M. Bouju-Gavart attendit une heure entière. D’abord il flâna devant les étalages. Des légions de poupées, des carrés de pain d’épice, des tas de nougats, des couteaux, des lorgnettes, attirèrent successivement son attention. À tout instant, il consultait sa montre, étonné de ce retard. Place Beauvoisine, les cloches et les tambours des saltimbanques faisaient un tumulte discordant. Sur une estrade, un couple, qui vendait des romances, chantait en raclant du violon, à la lueur triste d’une bougie.
Il les écouta, déchiffra l’enseigne d’une auberge, une croix enlacée par un cygne, avec ces mots en grosses lettres : « Au Cygne de la Croix », puis redescendit le boulevard. Une inquiétude germait en lui.

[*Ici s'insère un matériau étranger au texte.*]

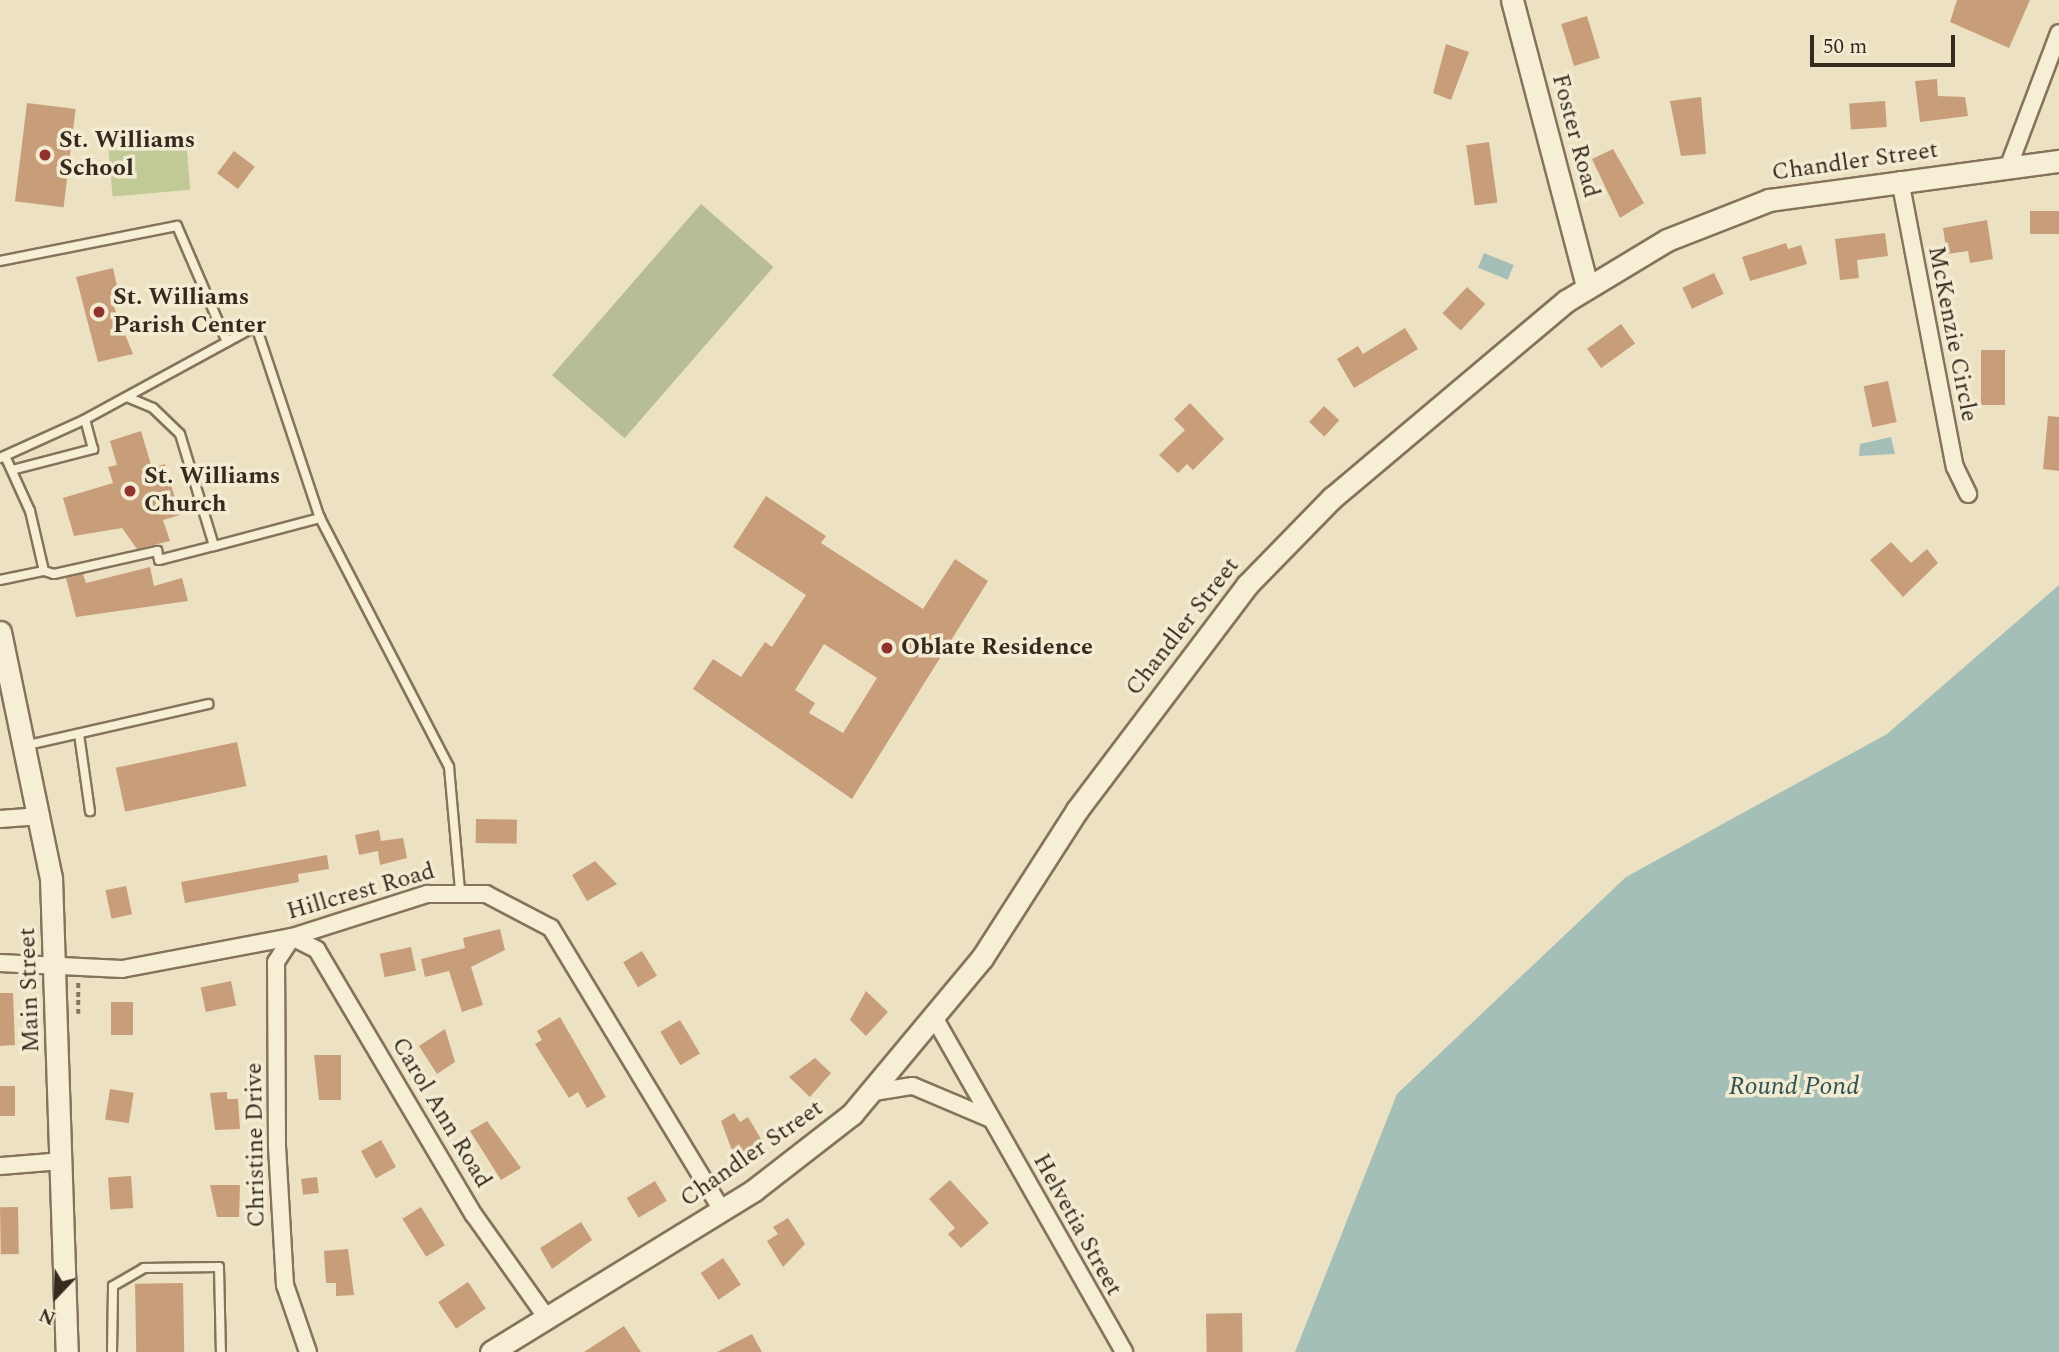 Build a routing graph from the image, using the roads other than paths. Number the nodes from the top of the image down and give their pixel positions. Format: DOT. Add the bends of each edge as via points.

Il flaira quelque infamie et se remémorant les dures souffrances déjà supportées, ses fuites, ses guérisons, ses rechutes, il se repentit amèrement de l’avoir accompagnée.
Un souvenir l’assaillit : la semaine précédente, Chalmin s’était plaint des dépenses de sa femme chez un Russe. À tout hasard, il s’informa près d’un marchand de jouets. On lui montra la boutique de Markoff. Elle était close.
Une peur lui brisa les jambes. Il dut s’adosser à un arbre, et il attendit, les yeux fixés sur l’endroit désigné. Il en vit sortir Mme Chalmin. Ils s’en allèrent. Et Lucie s’exclama, heureuse, sans intention méchante :
— Ouf ! ça y est !
Elle le sentit qui frissonnait de tout son corps. Il n’eut cependant aucune révolte. Ils continuèrent leur route, silencieux.
Plusieurs fois encore, elle recommença cette escapade. Robert ne la questionnant jamais, elle partait à la nuit tombante et rentrait au moment du repas. Mais la discrétion bonasse de son mari la lassa. Et moins pour lui donner confiance que pour le duper, elle lui rendit compte de sa vie avec cette précision de détails et cette abondance de preuves qui sont chez les femmes des symptômes si graves de culpabilité.
À telle heure elle faisait une visite telle rue ; à telle autre, elle saluait telle personne. Dans ce magasin, elle achetait ceci, dans cet autre, cela — et elle tirait d’une armoire quelque étoffe ou quelque dentelle sans emploi.
Son bavardage la grisait. Elle s’embarquait dans des histoires extravagantes, citant des conversations, inventant les réponses textuelles de son interlocuteur, ses jeux de physionomie, son costume, sa pose, s’embrouillant, se contredisant, compliquant sa fable d’incidents inutiles, propres à la démasquer. L’articulation d’un mensonge lui procurait une volupté qu’aiguisait une angoisse continue. Un fait insignifiant lui devenait agréable, dès qu’elle l’avait suffisamment travesti. Un fait en tous points imaginé lui semblait un exploit dont elle s’enorgueillissait.
Avec le Russe, cet instinct perfide s’exerça d’une autre manière. Pour lui comme pour Amédée, elle embellit son existence. Ne pouvant prétendre entre ses bras à une vertu austère, elle se confectionna un passé romanesque. Elle l’éblouit par des aveux où retentissaient des noms de nobles, d’hommes publics, de mondains célèbres, d’artistes en vogue.
La passion de Lemercier, enjolivée, idéalisée, lui fournit une séance. Celle du musicien de Dieppe, transformé en compositeur génial, remplit la seconde. La troisième fut consacrée à Richard dont elle fit un gros commerçant méridional.
Danègre aussi et « parrain » défilèrent, l’un sombre figure énigmatique et terrifiante, l’autre brûlé de désirs, hâve, amaigri, pitoyable.